TO:     United States Securities and Exchange Commission
Division of Corporation Finance
Office of Manufacturing
100 F Street, NE
Washington, D.C. 20549
United States

ATT:    Dale Welcome
Ernest Greene

RE:     CAE Inc.
Form 40-F for the Fiscal Year Ended March 31, 2022
Filed June 23, 2022
File No. 001-31402

Dear Sir, Madam:

We are responding to the comments from the Staff (the “Staff”) of the Securities and Exchange Commission in the Staff’s letter to CAE Inc. (the “Company”) dated February 27, 2023.

Set forth below are the Company’s responses to the Staff’s comments. For convenience, the Staff’s comments are repeated below in italics, followed by the Company’s response to each of them.

Please do not hesitate to contact the undersigned if you have any questions regarding this letter or if you require additional information.

Very truly yours,



/s/ Sonya Branco
Executive Vice President, Finance & CFO

T. 514-340-5393
E. sonya.branco@cae.com




RESPONSES TO THE STAFF’S LETTER DATED FEBRUARY 27, 2023

Form 40-F for the Fiscal Year Ended March 31, 2022

Management's Discussion and Analysis
4. Consolidated Results, page 22

1.    You disclosed that you continue to be affected by ongoing supply chain disruptions. Please revise MD&A in future filings to more fully address whether supply chain disruptions materially affect your outlook or business goals. Quantify and disclose, to the extent possible, how your revenues, profits, and/or liquidity have been impacted, and discuss known trends or uncertainties resulting from mitigation efforts undertaken, including whether any mitigation efforts introduce new material risks, including those related to product quality, reliability, or regulatory approval.

CAE Response:

We acknowledge the Staff’s comments regarding the disclosure surrounding our ongoing supply chain disruptions and we confirm to the Staff that we undertake, in future filings, to more fully address whether supply chain disruptions materially affect our outlook or business goals, including by quantifying and disclosing, to the extent possible, how our revenues, profits, and/or liquidity have been impacted, and by discussing known trends or uncertainties resulting from mitigation efforts undertaken, including whether any mitigation efforts introduce new material risks, including those related to product quality, reliability, or regulatory approval.

Consolidated Financial Statements
Note 3 - Business Combinations, page 24

2.     Please provide us with the significance test calculations of Rule 1-02(w) of Regulation S-X supporting your conclusion that L3Harris Technologies Military Training business’ financial statements, pursuant to Rule 3-05 of Regulation S-X, were not required to be presented.

CAE Response:

Regulation 51-102 respecting Continuous Disclosure Obligations (“NI 51-102”) promulgated by the Autorité des marchés financiers, the Company’s principal securities regulatory authority in Canada, sets forth the applicable criteria for determining whether a transaction meets the significance tests that trigger additional disclosure requirements, including a Business Acquisition Report, under the Canadian securities regulations. NI 51-102 sets out three significance tests: an asset test, an investment test and a profit or loss test. For a TSX-listed issuer such as the Company, an acquisition triggers the additional disclosure requirements only if the acquisition satisfies 2 or more of these significance tests.

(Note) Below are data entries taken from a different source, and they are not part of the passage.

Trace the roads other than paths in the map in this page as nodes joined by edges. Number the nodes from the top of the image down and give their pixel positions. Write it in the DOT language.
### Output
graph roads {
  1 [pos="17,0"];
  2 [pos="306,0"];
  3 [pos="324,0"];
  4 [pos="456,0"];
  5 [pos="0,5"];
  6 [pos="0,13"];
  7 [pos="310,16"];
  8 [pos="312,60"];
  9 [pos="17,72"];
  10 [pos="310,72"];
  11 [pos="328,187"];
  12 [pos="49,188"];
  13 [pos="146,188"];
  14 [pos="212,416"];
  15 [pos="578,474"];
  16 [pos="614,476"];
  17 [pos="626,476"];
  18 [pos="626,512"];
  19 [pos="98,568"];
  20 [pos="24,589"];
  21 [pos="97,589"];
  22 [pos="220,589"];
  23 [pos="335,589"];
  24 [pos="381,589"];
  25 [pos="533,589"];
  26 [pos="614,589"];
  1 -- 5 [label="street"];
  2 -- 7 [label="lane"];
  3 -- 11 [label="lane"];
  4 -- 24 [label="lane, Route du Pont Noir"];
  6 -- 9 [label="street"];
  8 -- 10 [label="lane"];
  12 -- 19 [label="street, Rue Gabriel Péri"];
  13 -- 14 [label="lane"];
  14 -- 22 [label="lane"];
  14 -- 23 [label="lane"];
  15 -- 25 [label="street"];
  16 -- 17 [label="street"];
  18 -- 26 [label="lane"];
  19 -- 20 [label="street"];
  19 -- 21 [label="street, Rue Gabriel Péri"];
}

We confirm to the Staff that, in connection with the acquisition of the L3Harris Technologies’ Military Training’s business, the Company performed the analyses that are required under NI 51-102 and concluded that the acquisition did not satisfy 2 or more of the significance tests under NI 51-102 and that, as such, the filing of a Business Acquisition Report (which would have been filed on a Form 6-K in the United States) was not required.

Based on our understanding of the rules of the Multijurisdictional Disclosure System (“MJDS”), as confirmed by the Staff of the Division of Corporation Finance, the separate financial reporting requirements of Rule 3-05 of Regulation S-X do not apply to MJDS filings, such as the annual reports on Form 40-F of eligible Canadian registrants. Rather, the financial statements included in the MJDS filing must be compliant with the requirements under applicable Canadian regulations and disclosure requirements.